Continuing on with What Conscious Partners Know – Chapters 22 and 23
- Connecting is sustained by intentionality, so they speak with a positive tone and use only appreciative or neutral words in all transactions, which helps them feel connected most of the time.
- The sign of a thriving relationship is how quickly partners engage in curiosity rather than judgment.
- Connecting is sustained by intentionality, so they speak with a positive tone and use only appreciative or neutral words in all transactions, which helps them feel connected most of the time.
Feeling Connected
Two things I like about #22. The first is: “They feel connected most of the time”. Alfred Adler’s great saying: “Have the courage to be imperfect” fits here. None of us is perfect, so there will be times when partners might feel disconnected, but this ties into #23, the importance of “quickly reconnecting”. The second bit that strikes me is “Connecting is sustained by intentionality”. From my experience, most relationships tend to be unconscious, old brain and reactive. What I try to do with couples in the office, and with these blogs, is to help couples become more conscious, use their new brain and become more intentional.
Being More Intentional
I tell couples, half of what I do is to help you become more conscious and aware, which in turn leads to being more intentional. If you want a great relationship, you have to be willing to work at it. If you want to be healthy, you need to intentionally eat good food and exercise. For most of us, that doesn’t happen automatically, but we can choose to make those healthy choices. Similarly, if you want a great relationship you have to make healthy choices on a daily basis: “so they speak with a positive tone and use only appreciative or neutral words in all transactions”. The benefit is, the new behaviours become as automatic as the old behaviours, but the outcome is pleasure not pain.

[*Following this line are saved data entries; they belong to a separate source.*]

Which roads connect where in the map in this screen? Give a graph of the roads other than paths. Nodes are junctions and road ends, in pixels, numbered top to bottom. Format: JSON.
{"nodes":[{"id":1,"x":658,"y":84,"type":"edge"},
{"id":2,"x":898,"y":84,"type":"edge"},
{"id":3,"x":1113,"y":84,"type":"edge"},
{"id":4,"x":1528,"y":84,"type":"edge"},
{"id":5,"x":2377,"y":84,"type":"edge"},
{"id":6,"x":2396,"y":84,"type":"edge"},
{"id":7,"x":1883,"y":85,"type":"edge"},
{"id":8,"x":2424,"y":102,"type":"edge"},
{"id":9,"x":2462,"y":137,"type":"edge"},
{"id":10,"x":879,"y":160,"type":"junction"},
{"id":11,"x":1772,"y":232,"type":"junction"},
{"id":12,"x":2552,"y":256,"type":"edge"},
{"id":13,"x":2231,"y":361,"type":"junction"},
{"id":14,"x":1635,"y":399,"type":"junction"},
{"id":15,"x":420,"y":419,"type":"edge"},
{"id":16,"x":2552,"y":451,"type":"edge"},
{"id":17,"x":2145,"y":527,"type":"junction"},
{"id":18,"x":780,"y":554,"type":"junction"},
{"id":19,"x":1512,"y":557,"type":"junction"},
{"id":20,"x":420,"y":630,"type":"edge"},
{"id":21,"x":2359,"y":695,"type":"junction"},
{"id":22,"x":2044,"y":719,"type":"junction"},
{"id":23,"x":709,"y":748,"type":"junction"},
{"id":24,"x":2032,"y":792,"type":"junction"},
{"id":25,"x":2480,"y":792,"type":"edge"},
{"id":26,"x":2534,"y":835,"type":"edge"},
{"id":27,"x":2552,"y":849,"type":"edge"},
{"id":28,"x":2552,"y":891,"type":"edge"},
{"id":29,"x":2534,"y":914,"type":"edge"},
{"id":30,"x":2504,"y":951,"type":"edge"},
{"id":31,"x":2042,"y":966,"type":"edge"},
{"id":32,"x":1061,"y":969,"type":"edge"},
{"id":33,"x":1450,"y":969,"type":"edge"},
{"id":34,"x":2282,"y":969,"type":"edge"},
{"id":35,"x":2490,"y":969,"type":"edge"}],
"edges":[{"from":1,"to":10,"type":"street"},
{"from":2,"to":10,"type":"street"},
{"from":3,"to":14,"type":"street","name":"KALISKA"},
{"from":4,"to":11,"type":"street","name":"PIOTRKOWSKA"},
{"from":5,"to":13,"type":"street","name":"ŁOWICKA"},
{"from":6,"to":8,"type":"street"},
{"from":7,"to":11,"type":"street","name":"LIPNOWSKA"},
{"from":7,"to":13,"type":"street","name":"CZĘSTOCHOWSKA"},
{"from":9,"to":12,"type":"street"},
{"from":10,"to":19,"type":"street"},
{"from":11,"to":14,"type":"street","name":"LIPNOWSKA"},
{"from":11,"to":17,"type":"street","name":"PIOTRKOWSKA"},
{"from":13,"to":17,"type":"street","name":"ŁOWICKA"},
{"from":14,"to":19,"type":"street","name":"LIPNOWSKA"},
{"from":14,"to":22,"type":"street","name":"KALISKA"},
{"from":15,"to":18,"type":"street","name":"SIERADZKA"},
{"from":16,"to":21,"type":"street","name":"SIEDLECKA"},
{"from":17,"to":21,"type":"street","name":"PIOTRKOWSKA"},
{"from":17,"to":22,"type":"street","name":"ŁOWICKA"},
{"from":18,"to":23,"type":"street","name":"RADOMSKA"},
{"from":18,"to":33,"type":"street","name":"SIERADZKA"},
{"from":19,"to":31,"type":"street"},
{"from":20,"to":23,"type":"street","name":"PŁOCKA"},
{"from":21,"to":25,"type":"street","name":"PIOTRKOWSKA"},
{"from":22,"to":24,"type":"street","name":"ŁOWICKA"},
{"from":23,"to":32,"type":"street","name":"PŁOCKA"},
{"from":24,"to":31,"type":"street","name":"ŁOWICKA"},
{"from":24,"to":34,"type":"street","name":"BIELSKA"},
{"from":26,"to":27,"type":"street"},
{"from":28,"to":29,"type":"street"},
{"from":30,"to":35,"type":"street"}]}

- The sign of a thriving relationship is how quickly partners engage in curiosity rather than judgment.
Harville’s wife Helen is the great promoter of curiosity. In another place she says: “Safety is nonnegotiable. Without it, human beings may survive, but they cannot thrive.” And she goes further:
- You cannot control your first thought, but you can control your second.
- Think before you speak.
- Curiosity may have killed the cat, but curiosity saves a marriage.
- The sign of a thriving relationship is how quickly you reconnect.
- Ask not what your partner can do for you, but what you can do for your relationship.
Where Conflict Arises
Harville’s belief is that most conflict comes from the “objection to difference”. In a conscious relationship, rather than be judgmental about why someone is different or does things differently, be curious. We lived in Zambia in Africa for six years a long time ago, but I think we were pretty good about being curious about how often people there did things differently than here in Canada. Rather than make them wrong and us right, it was just interesting to see how different people do things differently. The same applies to your relationship.